TASK MATERIAL:
=-=-=

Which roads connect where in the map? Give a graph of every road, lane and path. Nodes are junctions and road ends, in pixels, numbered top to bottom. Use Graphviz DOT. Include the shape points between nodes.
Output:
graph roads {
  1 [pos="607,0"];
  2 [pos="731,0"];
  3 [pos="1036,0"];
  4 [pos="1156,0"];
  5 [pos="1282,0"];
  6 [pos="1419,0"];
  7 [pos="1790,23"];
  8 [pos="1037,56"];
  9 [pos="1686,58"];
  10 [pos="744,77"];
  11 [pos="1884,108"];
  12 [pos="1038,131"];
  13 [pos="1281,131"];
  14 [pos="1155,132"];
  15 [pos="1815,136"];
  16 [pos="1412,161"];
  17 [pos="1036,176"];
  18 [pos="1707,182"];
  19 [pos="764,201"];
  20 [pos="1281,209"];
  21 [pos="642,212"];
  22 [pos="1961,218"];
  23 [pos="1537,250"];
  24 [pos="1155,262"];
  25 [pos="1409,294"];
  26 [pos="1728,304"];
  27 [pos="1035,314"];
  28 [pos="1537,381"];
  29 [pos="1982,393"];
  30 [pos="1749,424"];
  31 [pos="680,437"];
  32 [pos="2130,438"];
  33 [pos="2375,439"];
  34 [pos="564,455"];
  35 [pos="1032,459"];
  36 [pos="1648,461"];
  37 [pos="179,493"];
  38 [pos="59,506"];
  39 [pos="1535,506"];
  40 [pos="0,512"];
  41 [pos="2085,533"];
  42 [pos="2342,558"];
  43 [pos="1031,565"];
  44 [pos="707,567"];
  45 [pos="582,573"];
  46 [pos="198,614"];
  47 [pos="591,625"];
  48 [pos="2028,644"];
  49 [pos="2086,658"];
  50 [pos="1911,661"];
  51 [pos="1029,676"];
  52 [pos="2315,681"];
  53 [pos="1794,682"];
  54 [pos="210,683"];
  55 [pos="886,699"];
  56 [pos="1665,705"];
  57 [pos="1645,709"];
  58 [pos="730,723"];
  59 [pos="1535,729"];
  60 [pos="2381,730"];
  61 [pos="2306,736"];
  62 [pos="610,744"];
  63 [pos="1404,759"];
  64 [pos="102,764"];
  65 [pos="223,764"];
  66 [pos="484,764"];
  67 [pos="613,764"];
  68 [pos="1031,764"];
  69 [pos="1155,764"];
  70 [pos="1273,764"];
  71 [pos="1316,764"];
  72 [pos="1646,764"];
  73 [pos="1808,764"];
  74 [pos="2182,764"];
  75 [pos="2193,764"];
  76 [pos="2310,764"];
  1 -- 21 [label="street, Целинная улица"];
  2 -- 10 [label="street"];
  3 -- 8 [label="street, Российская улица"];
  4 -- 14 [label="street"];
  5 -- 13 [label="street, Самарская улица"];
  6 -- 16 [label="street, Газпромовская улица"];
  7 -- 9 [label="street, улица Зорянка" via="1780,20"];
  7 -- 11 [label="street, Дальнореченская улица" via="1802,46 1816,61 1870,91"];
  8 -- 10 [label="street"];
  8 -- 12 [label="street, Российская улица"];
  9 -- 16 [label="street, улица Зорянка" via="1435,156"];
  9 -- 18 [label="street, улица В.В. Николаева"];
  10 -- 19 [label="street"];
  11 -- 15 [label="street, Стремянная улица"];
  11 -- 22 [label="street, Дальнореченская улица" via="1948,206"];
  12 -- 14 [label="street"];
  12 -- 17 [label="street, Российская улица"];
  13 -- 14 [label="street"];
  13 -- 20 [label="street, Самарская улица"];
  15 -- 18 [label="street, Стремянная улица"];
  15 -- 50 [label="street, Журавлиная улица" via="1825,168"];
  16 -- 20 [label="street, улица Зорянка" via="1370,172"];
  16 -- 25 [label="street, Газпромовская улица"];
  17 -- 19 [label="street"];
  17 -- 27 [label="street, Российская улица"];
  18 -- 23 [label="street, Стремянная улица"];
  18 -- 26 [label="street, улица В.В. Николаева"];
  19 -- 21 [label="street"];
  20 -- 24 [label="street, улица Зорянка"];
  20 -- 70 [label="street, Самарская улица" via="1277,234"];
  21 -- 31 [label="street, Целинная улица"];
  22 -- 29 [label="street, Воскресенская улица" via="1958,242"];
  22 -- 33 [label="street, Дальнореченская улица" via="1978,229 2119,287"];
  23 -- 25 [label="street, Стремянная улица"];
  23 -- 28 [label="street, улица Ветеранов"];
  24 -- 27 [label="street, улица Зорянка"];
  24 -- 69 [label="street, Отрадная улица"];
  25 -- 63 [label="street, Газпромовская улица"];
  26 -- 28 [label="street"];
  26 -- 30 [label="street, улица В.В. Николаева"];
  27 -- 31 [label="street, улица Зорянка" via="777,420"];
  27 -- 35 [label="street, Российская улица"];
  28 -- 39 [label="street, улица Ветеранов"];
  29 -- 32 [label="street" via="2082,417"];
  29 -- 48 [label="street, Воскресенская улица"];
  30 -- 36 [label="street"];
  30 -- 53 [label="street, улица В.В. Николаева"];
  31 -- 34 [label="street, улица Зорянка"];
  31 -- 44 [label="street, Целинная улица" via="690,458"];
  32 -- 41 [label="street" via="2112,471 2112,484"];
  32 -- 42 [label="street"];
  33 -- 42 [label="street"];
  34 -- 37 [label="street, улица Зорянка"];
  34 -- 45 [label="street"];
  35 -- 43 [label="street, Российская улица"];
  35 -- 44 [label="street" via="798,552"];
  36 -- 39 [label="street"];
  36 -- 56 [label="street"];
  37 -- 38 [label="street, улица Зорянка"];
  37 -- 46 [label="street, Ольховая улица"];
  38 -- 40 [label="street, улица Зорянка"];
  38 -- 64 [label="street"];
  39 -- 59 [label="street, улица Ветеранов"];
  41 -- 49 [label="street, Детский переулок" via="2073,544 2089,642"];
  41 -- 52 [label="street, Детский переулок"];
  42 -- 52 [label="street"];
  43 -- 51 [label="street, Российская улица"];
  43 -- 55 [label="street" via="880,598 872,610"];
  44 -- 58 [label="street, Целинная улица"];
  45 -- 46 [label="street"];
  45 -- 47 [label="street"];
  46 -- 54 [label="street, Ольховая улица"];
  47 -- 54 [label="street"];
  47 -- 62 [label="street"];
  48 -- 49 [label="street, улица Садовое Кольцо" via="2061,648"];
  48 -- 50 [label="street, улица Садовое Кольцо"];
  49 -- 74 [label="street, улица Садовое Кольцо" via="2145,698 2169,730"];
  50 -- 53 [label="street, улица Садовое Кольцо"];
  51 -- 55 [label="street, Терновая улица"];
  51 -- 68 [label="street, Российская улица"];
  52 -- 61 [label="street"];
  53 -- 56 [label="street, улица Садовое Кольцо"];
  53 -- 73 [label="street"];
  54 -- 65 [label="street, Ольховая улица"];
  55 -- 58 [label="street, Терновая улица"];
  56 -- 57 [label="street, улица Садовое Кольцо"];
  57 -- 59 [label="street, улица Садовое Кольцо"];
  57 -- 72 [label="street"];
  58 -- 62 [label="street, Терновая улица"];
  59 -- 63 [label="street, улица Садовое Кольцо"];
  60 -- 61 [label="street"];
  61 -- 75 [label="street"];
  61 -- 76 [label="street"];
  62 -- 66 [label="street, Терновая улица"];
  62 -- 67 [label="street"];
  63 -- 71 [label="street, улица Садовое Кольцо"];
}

=-=-=

TASK ITEM: Scan the records above, then copy out each line that mentions "Зорянка".

EXERCISE RESULT:
  7 -- 9 [label="street, улица Зорянка" via="1780,20"];
  9 -- 16 [label="street, улица Зорянка" via="1435,156"];
  16 -- 20 [label="street, улица Зорянка" via="1370,172"];
  20 -- 24 [label="street, улица Зорянка"];
  24 -- 27 [label="street, улица Зорянка"];
  27 -- 31 [label="street, улица Зорянка" via="777,420"];
  31 -- 34 [label="street, улица Зорянка"];
  34 -- 37 [label="street, улица Зорянка"];
  37 -- 38 [label="street, улица Зорянка"];
  38 -- 40 [label="street, улица Зорянка"];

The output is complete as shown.